Celebrities

Julia Fox Doubles Down on Her Jackie Kennedy Halloween Costume Amid Backlash

Julia Fox Doubles Down on Her Jackie Kennedy Halloween Costume Amid Backlash
Image credit: Legion-Media

Julia Fox is clapping back at the outrage over her blood-soaked Jackie Kennedy Halloween look, defending the provocative costume she unveiled at a New York City party hosted by The Cursed Amulet game.
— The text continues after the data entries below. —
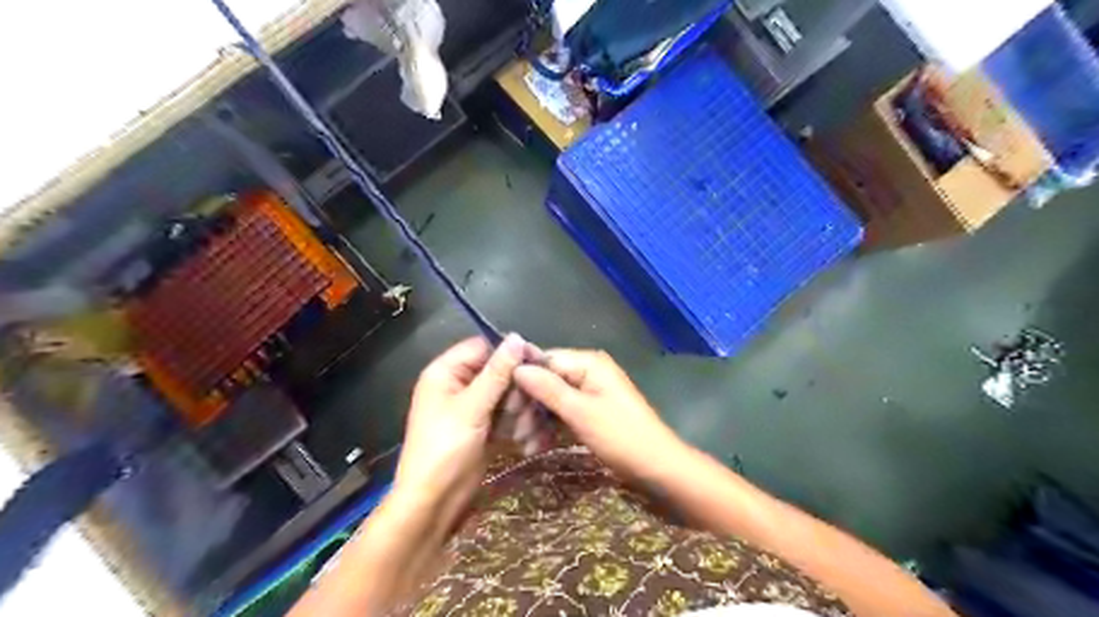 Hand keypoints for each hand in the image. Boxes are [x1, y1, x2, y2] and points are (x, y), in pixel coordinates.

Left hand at [395, 336, 532, 512]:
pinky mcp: (484, 427)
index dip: (509, 353)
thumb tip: (517, 337)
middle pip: (498, 371)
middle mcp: (459, 385)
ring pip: (506, 394)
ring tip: (523, 428)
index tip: (537, 362)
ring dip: (519, 408)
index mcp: (446, 372)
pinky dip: (516, 423)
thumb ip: (497, 372)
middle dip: (515, 388)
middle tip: (525, 405)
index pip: (483, 347)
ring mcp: (472, 408)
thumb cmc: (445, 449)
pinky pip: (506, 414)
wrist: (434, 502)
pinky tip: (525, 437)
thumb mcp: (472, 407)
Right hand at [515, 349, 683, 478]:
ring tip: (523, 444)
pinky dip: (551, 427)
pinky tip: (537, 446)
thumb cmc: (620, 435)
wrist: (657, 466)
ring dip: (537, 419)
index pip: (545, 360)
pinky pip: (564, 412)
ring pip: (553, 399)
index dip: (522, 380)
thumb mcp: (580, 412)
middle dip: (529, 405)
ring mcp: (591, 392)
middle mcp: (588, 371)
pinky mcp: (592, 411)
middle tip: (514, 431)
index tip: (503, 403)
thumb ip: (548, 388)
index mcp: (589, 363)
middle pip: (547, 380)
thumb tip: (517, 367) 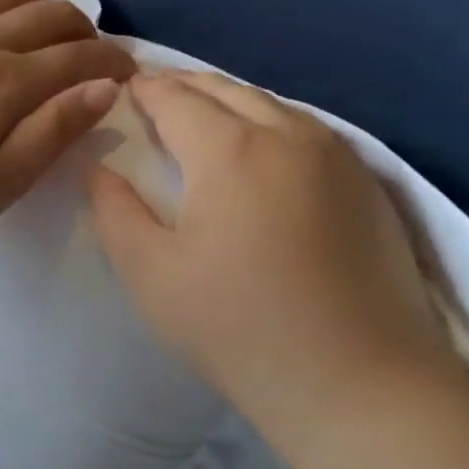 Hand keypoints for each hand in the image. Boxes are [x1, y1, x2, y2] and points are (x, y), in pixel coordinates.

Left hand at [0, 0, 134, 244]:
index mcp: (10, 82)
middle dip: (84, 30)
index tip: (128, 74)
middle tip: (92, 56)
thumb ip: (53, 132)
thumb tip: (105, 87)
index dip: (112, 61)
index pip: (79, 56)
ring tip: (45, 29)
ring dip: (38, 3)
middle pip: (49, 14)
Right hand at [88, 70, 460, 426]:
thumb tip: (100, 168)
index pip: (177, 99)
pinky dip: (271, 122)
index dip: (146, 89)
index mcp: (231, 149)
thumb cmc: (237, 327)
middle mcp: (289, 134)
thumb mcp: (151, 274)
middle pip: (227, 90)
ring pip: (273, 105)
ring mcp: (339, 157)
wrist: (358, 383)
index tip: (125, 86)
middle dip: (186, 85)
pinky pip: (308, 131)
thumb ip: (114, 211)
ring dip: (231, 101)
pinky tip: (263, 149)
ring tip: (203, 114)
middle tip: (155, 92)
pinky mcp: (369, 185) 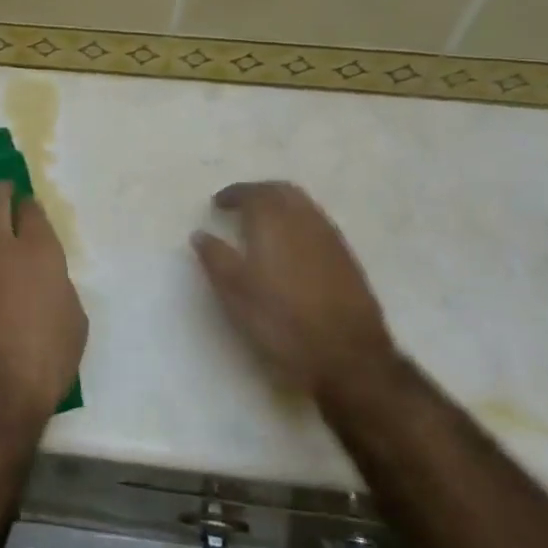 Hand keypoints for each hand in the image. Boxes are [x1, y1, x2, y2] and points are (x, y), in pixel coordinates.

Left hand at [0, 183, 87, 427]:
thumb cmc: (46, 360)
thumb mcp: (74, 320)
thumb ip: (59, 285)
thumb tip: (45, 276)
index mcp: (39, 251)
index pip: (31, 211)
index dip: (31, 205)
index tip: (30, 206)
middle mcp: (0, 246)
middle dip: (0, 191)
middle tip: (3, 189)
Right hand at [192, 181, 400, 401]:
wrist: (347, 357)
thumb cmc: (281, 321)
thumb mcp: (235, 293)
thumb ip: (216, 258)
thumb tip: (200, 234)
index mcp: (273, 222)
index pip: (252, 192)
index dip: (233, 194)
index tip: (218, 204)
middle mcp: (304, 220)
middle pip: (282, 190)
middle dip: (259, 193)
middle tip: (241, 206)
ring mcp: (330, 238)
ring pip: (303, 206)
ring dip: (281, 206)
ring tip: (264, 225)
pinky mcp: (347, 259)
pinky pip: (318, 224)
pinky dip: (299, 223)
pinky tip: (292, 247) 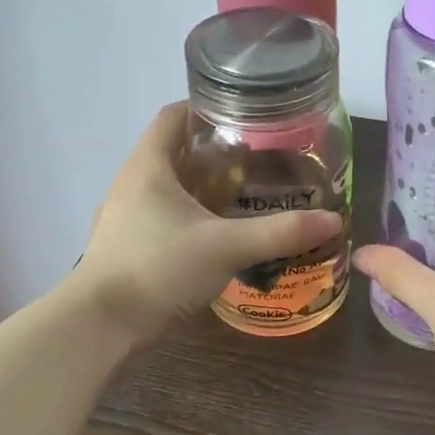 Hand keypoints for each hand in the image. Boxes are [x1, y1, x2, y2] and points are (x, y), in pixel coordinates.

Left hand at [68, 103, 341, 345]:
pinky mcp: (130, 249)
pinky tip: (221, 236)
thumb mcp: (227, 246)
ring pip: (170, 189)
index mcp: (148, 166)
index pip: (173, 116)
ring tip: (247, 196)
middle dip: (215, 152)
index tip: (245, 115)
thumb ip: (280, 232)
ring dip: (204, 188)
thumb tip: (332, 220)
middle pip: (175, 152)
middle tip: (260, 160)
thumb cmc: (159, 267)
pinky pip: (166, 219)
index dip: (206, 107)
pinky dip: (193, 219)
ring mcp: (127, 219)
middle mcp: (132, 184)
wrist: (102, 327) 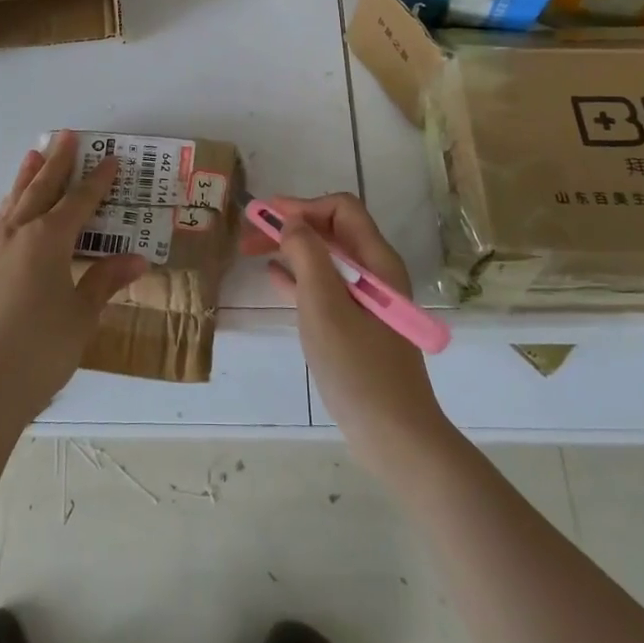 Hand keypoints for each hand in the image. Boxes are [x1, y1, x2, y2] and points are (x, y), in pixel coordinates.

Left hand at [0, 133, 147, 432]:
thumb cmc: (40, 350)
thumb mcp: (82, 316)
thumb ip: (105, 281)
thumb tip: (137, 259)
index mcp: (48, 240)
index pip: (79, 202)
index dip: (97, 181)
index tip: (111, 159)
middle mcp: (18, 236)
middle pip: (40, 189)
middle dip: (56, 163)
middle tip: (64, 135)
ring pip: (13, 203)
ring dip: (26, 178)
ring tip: (32, 155)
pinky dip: (10, 208)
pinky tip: (11, 213)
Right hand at [242, 192, 450, 478]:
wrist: (394, 435)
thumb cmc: (358, 366)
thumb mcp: (324, 304)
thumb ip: (307, 255)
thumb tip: (291, 221)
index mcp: (376, 260)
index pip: (340, 209)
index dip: (302, 206)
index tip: (265, 217)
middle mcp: (375, 272)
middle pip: (331, 230)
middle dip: (291, 226)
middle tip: (249, 235)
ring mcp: (367, 300)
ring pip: (325, 258)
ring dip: (290, 249)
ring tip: (252, 252)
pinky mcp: (358, 325)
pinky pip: (325, 286)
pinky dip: (298, 276)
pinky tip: (274, 278) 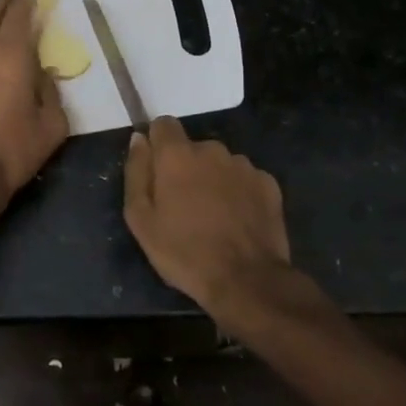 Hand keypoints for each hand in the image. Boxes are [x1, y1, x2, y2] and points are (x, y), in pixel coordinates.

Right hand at [123, 116, 292, 313]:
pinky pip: (245, 179)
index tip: (156, 170)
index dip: (157, 143)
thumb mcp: (140, 218)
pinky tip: (237, 220)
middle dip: (186, 167)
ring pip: (220, 163)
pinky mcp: (268, 184)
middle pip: (192, 148)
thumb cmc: (183, 251)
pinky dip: (238, 192)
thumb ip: (136, 172)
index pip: (163, 124)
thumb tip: (139, 139)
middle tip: (183, 205)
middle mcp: (212, 150)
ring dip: (213, 179)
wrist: (246, 281)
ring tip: (213, 216)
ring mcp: (244, 165)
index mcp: (177, 155) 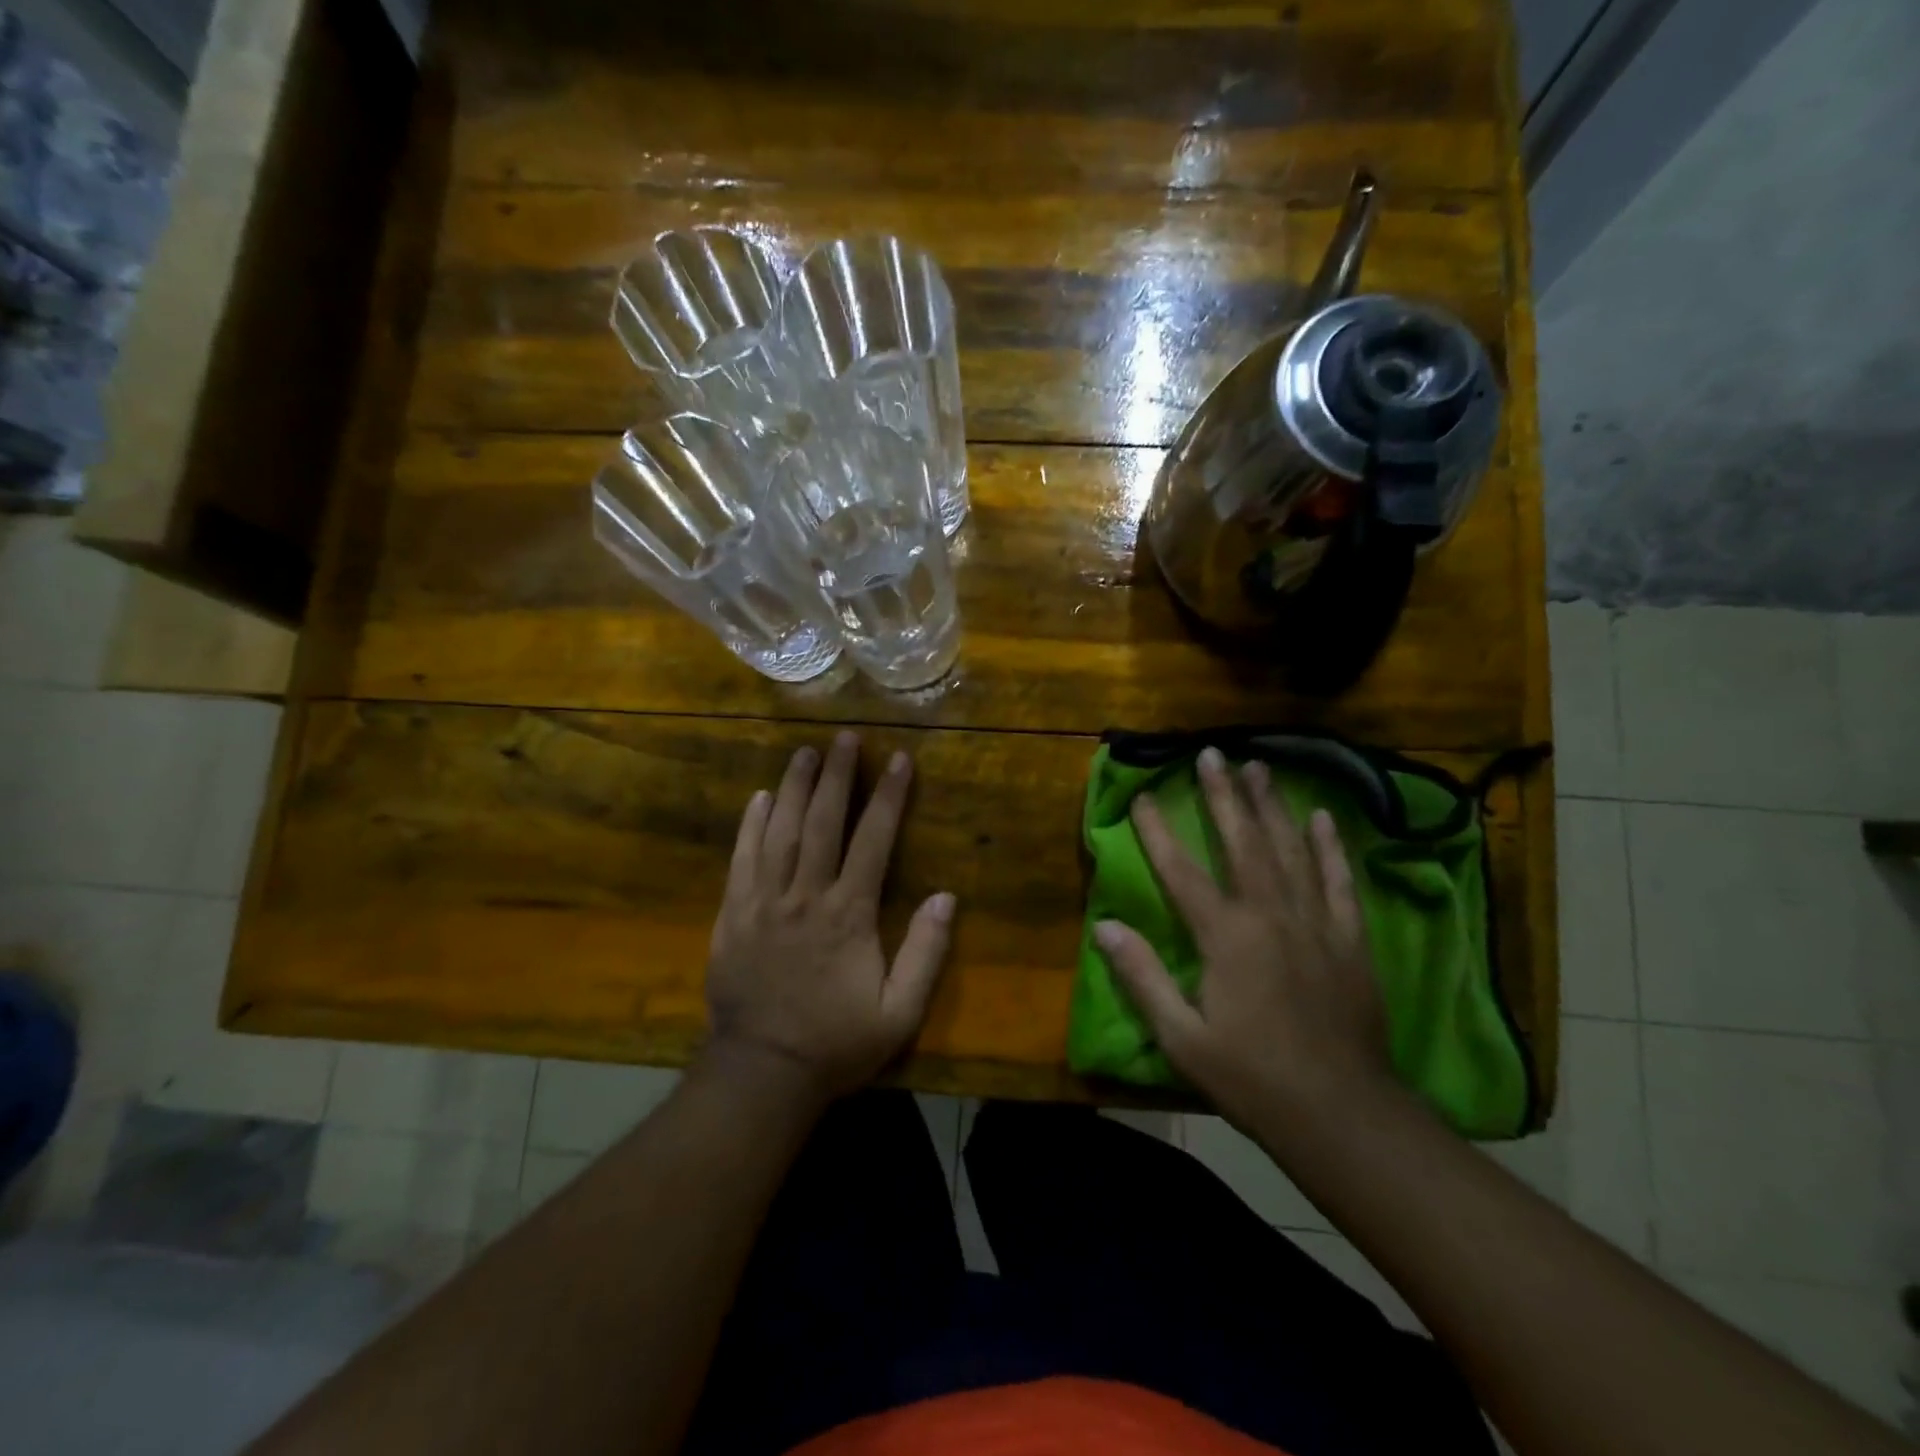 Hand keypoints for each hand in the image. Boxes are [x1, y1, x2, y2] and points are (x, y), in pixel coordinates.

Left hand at [704, 731, 955, 1100]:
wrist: (762, 1072)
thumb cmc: (837, 1042)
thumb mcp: (899, 1013)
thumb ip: (925, 953)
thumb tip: (947, 897)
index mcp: (848, 915)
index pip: (873, 841)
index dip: (889, 798)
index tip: (899, 760)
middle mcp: (805, 896)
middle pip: (823, 823)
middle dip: (837, 776)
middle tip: (844, 738)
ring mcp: (763, 902)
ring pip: (781, 832)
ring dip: (795, 788)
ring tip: (805, 752)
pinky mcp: (732, 915)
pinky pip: (742, 859)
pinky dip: (751, 825)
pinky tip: (761, 797)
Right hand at [1094, 747, 1395, 1141]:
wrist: (1342, 1114)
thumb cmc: (1251, 1077)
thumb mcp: (1181, 1037)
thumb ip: (1141, 977)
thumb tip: (1103, 926)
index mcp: (1225, 937)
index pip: (1182, 871)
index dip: (1158, 831)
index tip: (1143, 795)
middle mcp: (1270, 916)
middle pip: (1243, 843)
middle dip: (1224, 796)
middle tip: (1213, 753)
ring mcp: (1316, 924)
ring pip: (1291, 851)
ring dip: (1272, 806)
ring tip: (1261, 767)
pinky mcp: (1350, 940)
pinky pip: (1339, 882)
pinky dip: (1330, 847)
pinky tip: (1323, 818)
Julia Fox picked Halloween chaos on purpose. She showed up as a blood-spattered Jackie Kennedy, the internet lit up, and now she is explaining why.

The costume

At a New York City Halloween party hosted by the game The Cursed Amulet, Fox wore a sequined spin on Jackie Kennedy Onassis' famous pink suit. The twist: dark red splatter across the chest, a direct nod to the brutal images taken in the aftermath of President John F. Kennedy's assassination while Jackie was still in that outfit.

The backlash

Predictably, people called it tasteless and accused Fox of turning a national tragedy into a costume gag. The look is a third rail for a reason; Jackie wore that suit the day her husband was killed and refused to take it off for hours afterward.

Fox's explanation

Fox posted a statement on Instagram framing the look as a statement, not just a costume. She points to Jackie deliberately keeping the suit on during Lyndon B. Johnson's emergency swearing-in, which happened immediately after the assassination. According to Fox, that was the whole point: to make the country confront what had happened, in real time and on camera.

'I want them to see what they have done.'

That line, which Jackie reportedly said when urged to change, is what Fox says she wanted to highlight. She describes the image of an elegant pink suit soaked in blood as a deliberate clash — grace against violence — and calls Jackie's choice an act of protest, performance, and mourning. The bigger theme she is pushing: trauma, power, and the idea that femininity can be used as resistance. She closes by saying she meant it as an honor to Jackie O, not a mockery.

It is a very specific reference that not everyone is going to clock at first glance. But Fox clearly knew it would provoke a reaction — and built her defense right into the costume.